*** Begin section ***

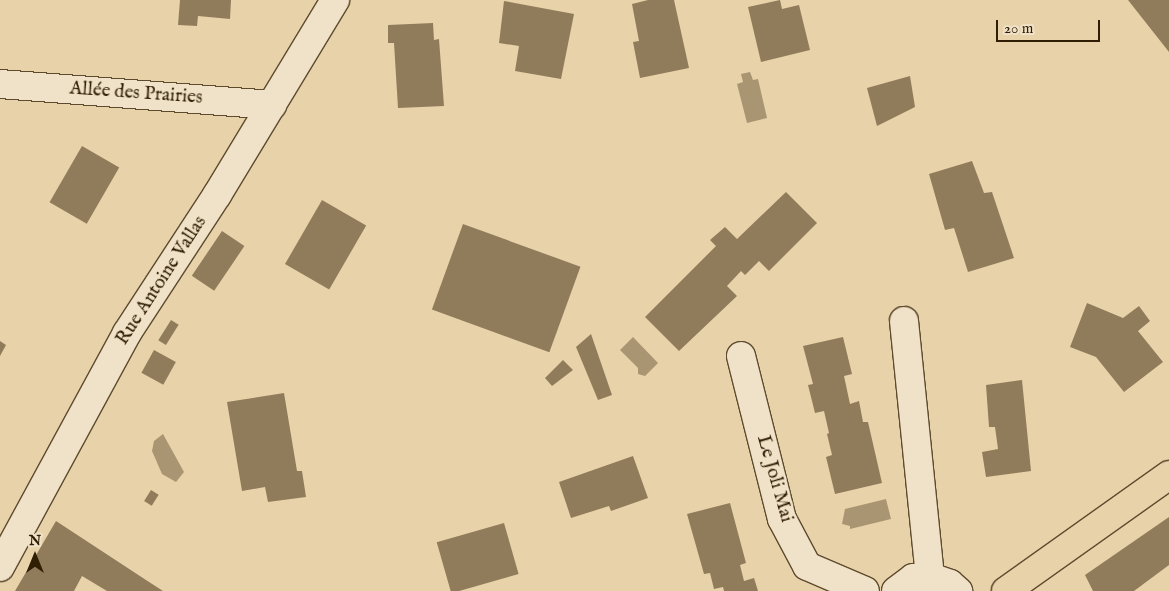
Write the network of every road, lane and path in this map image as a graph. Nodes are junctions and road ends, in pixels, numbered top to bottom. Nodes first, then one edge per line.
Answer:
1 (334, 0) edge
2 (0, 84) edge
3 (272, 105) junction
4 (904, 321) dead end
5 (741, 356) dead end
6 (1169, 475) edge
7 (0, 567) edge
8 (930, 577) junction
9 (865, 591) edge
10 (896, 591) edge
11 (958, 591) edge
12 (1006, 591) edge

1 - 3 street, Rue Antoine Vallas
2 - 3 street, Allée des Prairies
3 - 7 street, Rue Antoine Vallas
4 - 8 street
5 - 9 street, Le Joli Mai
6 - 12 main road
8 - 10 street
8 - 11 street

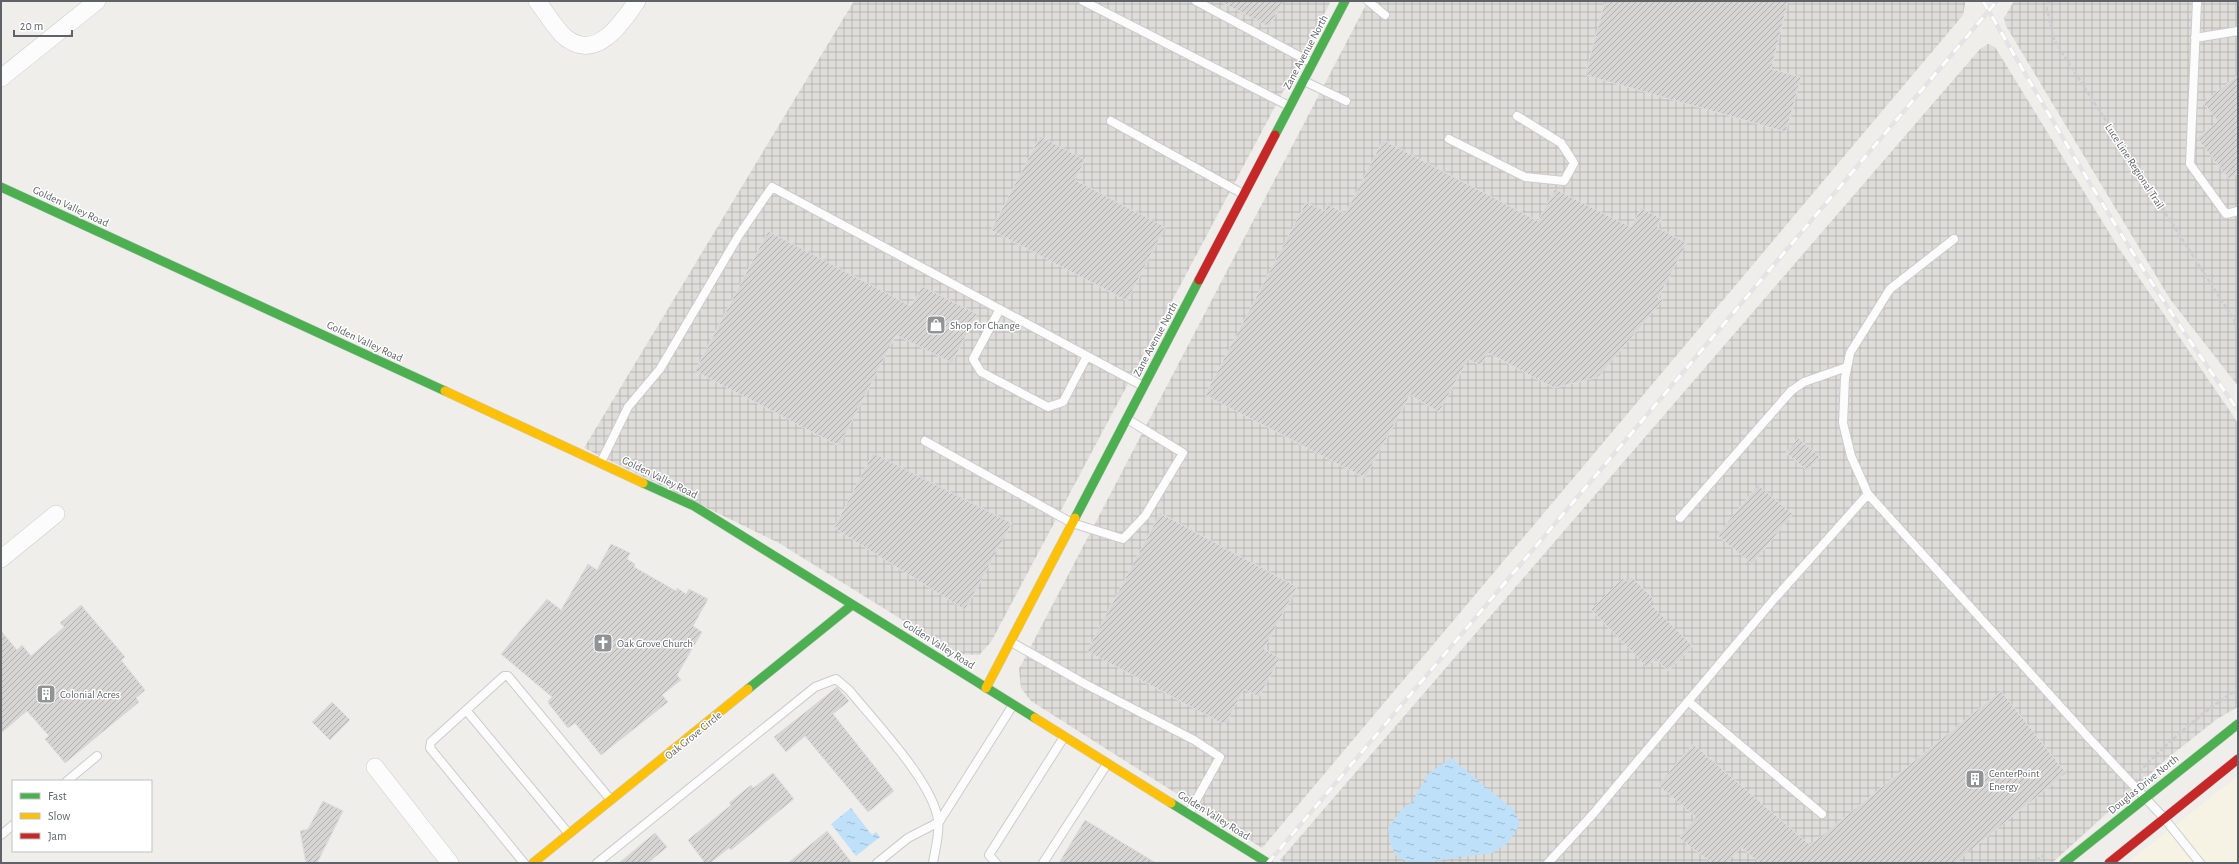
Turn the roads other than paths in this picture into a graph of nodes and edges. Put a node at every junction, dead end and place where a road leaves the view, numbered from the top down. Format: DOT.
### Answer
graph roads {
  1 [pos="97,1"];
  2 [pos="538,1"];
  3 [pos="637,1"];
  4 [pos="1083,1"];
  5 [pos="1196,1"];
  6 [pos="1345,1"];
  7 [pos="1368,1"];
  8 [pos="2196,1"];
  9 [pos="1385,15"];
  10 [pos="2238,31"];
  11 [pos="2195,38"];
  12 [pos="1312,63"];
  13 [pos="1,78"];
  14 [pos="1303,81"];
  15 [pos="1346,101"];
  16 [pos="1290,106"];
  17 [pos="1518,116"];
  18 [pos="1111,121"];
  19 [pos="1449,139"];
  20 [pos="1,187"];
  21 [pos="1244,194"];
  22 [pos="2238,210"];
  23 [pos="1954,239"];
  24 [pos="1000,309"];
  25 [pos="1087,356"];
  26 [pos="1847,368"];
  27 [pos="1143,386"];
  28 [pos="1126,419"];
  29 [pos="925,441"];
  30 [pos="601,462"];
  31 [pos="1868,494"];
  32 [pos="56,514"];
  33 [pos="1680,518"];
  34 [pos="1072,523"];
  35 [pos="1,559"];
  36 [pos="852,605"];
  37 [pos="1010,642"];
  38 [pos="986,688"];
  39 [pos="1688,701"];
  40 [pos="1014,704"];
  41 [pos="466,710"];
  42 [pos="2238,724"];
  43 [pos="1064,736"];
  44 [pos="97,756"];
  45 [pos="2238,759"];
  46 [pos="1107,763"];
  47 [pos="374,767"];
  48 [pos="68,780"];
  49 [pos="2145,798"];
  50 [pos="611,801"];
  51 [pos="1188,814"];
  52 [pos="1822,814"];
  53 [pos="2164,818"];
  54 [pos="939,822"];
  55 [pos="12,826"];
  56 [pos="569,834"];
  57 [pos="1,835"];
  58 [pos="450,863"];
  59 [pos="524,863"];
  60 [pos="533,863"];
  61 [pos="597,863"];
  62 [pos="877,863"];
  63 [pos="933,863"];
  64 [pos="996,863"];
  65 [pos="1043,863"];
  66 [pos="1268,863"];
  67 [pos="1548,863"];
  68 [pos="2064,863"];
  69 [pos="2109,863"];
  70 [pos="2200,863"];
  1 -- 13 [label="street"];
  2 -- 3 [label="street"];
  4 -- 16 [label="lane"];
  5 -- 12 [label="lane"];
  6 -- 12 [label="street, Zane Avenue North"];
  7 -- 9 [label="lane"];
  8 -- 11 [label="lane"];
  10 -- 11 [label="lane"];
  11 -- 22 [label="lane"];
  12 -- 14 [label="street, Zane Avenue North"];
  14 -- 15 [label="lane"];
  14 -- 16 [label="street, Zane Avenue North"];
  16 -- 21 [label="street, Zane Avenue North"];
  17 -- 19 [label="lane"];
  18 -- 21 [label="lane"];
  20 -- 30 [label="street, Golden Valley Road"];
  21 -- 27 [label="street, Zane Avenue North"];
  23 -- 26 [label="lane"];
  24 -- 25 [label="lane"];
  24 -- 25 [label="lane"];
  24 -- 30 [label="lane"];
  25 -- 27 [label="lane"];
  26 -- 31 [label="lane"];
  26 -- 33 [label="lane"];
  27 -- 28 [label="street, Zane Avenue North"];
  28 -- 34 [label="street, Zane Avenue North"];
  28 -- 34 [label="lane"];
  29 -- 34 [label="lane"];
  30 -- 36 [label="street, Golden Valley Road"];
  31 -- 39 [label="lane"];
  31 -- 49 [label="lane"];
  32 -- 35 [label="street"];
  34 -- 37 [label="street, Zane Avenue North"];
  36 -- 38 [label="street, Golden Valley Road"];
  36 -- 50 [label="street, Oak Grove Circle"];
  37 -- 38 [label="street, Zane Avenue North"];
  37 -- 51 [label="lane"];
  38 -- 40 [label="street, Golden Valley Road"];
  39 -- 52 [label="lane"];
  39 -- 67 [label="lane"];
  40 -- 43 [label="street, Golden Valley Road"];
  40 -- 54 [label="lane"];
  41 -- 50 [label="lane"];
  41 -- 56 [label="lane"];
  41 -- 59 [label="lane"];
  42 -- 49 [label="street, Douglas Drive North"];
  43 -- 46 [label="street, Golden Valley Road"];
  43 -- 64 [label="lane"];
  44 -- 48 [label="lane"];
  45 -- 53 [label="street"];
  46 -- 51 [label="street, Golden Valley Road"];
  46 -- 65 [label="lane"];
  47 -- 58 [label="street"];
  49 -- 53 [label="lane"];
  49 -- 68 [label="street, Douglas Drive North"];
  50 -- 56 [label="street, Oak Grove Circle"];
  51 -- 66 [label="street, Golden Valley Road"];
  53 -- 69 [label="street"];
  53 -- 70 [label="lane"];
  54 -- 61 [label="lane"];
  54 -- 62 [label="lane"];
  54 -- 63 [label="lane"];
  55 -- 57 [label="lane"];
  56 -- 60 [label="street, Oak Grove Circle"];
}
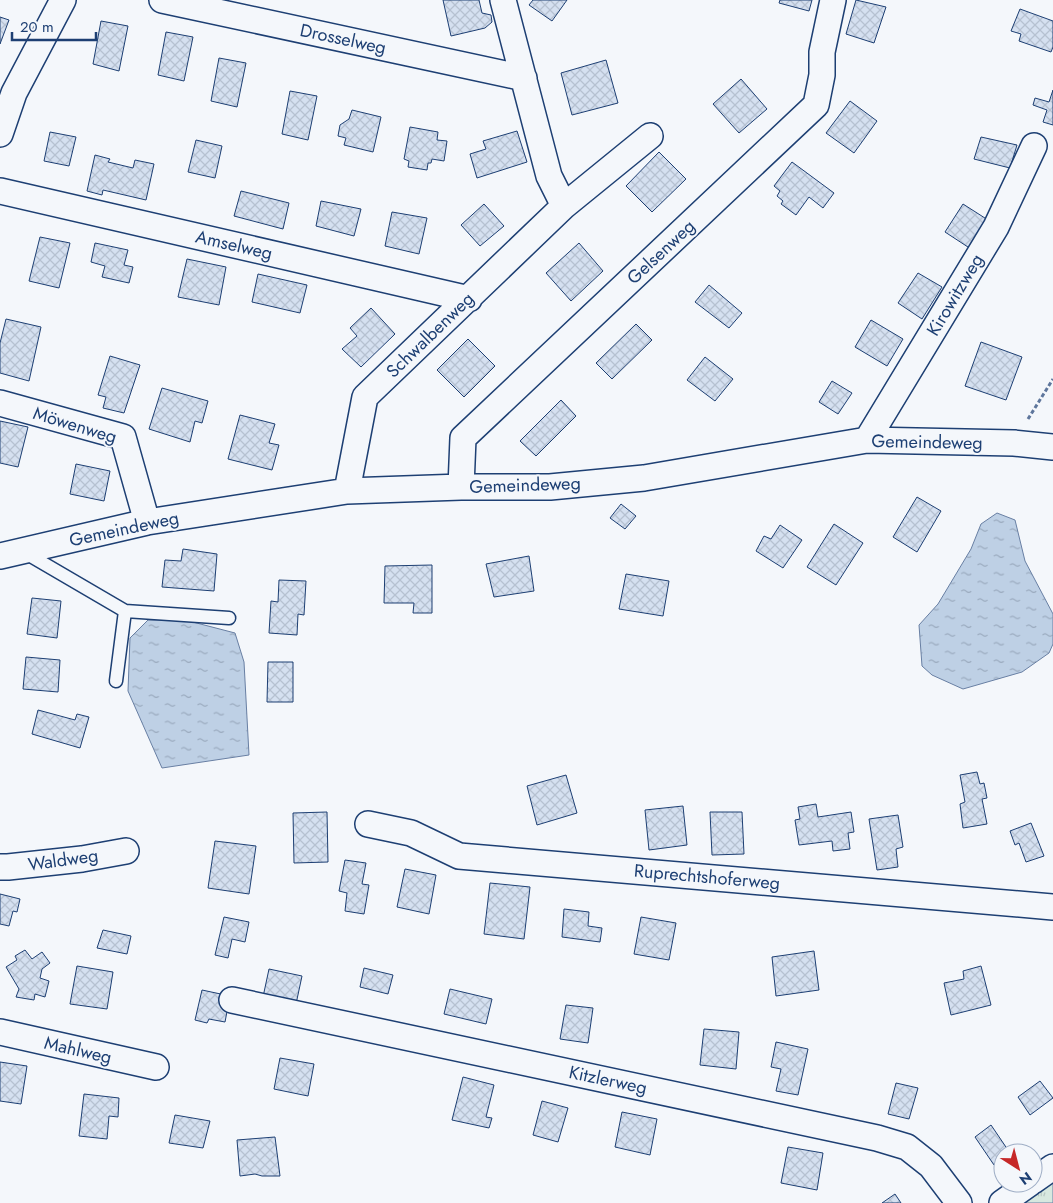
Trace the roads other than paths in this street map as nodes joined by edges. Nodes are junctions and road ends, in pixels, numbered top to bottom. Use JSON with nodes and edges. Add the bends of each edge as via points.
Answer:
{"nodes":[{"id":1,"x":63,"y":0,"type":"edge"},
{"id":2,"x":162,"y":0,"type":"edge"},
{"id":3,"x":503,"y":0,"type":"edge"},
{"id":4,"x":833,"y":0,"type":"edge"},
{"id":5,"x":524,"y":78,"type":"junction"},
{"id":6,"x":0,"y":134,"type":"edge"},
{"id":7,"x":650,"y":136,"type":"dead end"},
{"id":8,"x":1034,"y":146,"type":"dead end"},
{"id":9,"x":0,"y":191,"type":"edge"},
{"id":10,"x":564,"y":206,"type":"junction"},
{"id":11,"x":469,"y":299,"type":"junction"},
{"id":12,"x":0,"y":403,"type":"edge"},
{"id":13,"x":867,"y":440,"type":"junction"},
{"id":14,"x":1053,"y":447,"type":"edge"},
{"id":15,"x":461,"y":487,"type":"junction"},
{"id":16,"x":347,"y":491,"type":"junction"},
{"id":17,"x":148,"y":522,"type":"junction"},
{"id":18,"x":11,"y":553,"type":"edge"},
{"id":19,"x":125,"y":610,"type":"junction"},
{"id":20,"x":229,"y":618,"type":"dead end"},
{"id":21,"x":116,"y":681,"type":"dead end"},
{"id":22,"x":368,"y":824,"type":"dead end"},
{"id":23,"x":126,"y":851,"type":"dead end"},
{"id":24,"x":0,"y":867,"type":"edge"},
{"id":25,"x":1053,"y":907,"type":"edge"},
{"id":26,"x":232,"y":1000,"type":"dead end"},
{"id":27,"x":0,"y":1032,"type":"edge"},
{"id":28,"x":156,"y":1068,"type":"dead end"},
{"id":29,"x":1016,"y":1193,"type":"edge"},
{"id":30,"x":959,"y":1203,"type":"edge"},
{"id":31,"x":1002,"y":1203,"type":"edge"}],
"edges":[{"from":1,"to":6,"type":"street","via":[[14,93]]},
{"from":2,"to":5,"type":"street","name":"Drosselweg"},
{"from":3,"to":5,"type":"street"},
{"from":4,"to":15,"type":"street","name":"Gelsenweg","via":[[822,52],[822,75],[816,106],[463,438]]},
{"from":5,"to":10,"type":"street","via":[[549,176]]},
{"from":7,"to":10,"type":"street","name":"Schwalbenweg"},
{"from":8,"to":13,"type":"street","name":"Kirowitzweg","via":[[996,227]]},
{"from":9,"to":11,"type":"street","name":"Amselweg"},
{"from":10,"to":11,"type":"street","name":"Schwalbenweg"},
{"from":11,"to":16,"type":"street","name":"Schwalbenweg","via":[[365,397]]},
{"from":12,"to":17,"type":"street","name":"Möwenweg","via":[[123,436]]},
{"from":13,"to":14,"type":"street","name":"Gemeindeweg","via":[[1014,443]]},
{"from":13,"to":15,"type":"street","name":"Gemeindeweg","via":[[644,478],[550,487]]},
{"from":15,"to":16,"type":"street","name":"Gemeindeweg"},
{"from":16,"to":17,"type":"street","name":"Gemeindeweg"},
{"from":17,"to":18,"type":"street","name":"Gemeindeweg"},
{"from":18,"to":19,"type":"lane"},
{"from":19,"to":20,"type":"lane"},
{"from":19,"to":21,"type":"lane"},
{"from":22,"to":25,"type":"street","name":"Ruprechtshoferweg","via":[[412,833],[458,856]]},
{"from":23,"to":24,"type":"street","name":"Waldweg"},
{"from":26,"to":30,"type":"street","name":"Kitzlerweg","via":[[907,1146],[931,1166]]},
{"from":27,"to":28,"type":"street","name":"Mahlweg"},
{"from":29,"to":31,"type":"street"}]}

*** End section ***

## What to work on
Examine the records and pull out every line where the string "Vallas" occurs.

## Task answer
1 - 3 street, Rue Antoine Vallas
3 - 7 street, Rue Antoine Vallas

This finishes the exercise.